Let's set B=1 (i.e. 1 element per block, worst case of each merge having a cost) and N=32 (e.g. we insert 32 elements into an initially empty array).
Half of the insertions (16) put an element into the empty subarray of size 1, and so do not cause a merge. Of the remaining insertions, one (the last) needs to merge (move) 32 elements, one (16th) moves 16, two (8th and 24th) move 8 elements, four move 4 elements, and eight move 2 elements. Thus, overall number of element moves is 96, giving the average of 3 moves per insertion.
Hope that helps.
The first log B levels fit in (a single page of) memory, and so any stuff that happens in those levels does not incur an I/O. (This also fixes the problem with rrenaud's analysis that there's O(1) merges per insertion, since you only start paying for them after the first log B merges.)
Once you are merging at least B elements, then Fact 2 kicks in.
Consider the work from an element's point of view. It gets merged O(log N) times. It gets charged O(1/B) each time that happens. It's total cost of insertion is O((log N)/B) (need the extra parens to differentiate from O(log N/B), which would be quite bad insertion performance -- even worse than a B-tree).
The "average" cost is really the amortized cost -- it's the amount you charge to that element for its insertion. A little more formally it's the total work for inserting N elements, then divide by N. An amortized cost of O((log N)/B) really means that inserting N elements is O((N log N)/B) I/Os -- for the whole sequence. This compares quite favorable with B-trees, which for N insertions do a total of O((N log N)/log B) I/Os. Dividing by B is obviously a whole lot better than dividing by log B.
You may complain that the work is lumpy, that you sometimes do an insertion that causes a big cascade of merges. That's ok. You don't charge all the merges to the last insertion.
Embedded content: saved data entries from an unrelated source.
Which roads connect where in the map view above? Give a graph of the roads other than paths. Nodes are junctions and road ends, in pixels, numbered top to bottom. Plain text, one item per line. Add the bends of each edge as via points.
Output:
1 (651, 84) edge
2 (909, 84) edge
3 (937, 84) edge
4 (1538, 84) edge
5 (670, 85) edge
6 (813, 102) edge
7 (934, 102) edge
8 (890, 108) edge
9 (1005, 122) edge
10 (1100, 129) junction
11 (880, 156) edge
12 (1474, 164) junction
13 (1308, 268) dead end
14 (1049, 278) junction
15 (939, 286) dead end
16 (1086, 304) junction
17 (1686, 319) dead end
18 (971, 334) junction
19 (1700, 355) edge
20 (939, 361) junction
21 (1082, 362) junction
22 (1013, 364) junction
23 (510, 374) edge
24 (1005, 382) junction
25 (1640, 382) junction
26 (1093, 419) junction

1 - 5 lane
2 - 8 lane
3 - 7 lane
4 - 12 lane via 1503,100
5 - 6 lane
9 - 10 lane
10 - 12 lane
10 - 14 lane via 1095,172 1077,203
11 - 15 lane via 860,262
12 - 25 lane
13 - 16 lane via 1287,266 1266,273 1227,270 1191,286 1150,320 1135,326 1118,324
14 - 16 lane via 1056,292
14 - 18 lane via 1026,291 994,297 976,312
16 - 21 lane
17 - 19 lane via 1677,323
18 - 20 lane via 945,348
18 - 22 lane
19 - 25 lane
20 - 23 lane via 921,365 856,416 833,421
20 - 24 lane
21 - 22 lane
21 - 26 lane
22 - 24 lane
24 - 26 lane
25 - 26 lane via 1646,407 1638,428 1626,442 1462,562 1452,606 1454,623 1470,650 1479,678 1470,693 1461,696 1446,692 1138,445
Everyone is paying its own small amount for each merge they participate in. Since (log N)/B will typically be much less than 1, everyone is being charged way less than a single I/O over the course of all of the merges it participates in.
What happens if you don't like amortized analysis, and you say that even though the insertion throughput goes up by a couple of orders of magnitude, you don't like it when a single insertion can cause a huge amount of work? Aha! There are standard ways to deamortize such a data structure, where you do a bit of preemptive merging during each insertion. You get the same I/O complexity (you'll have to take my word for it), but it's pretty standard stuff for people who care about amortized analysis and deamortizing the result.
Full disclosure: I'm one of the authors of the COLA paper. Also, rrenaud was in my algorithms class. Also, I'm a founder of Tokutek.
In general, the amortized number of changed bits per increment is 2 = O(1).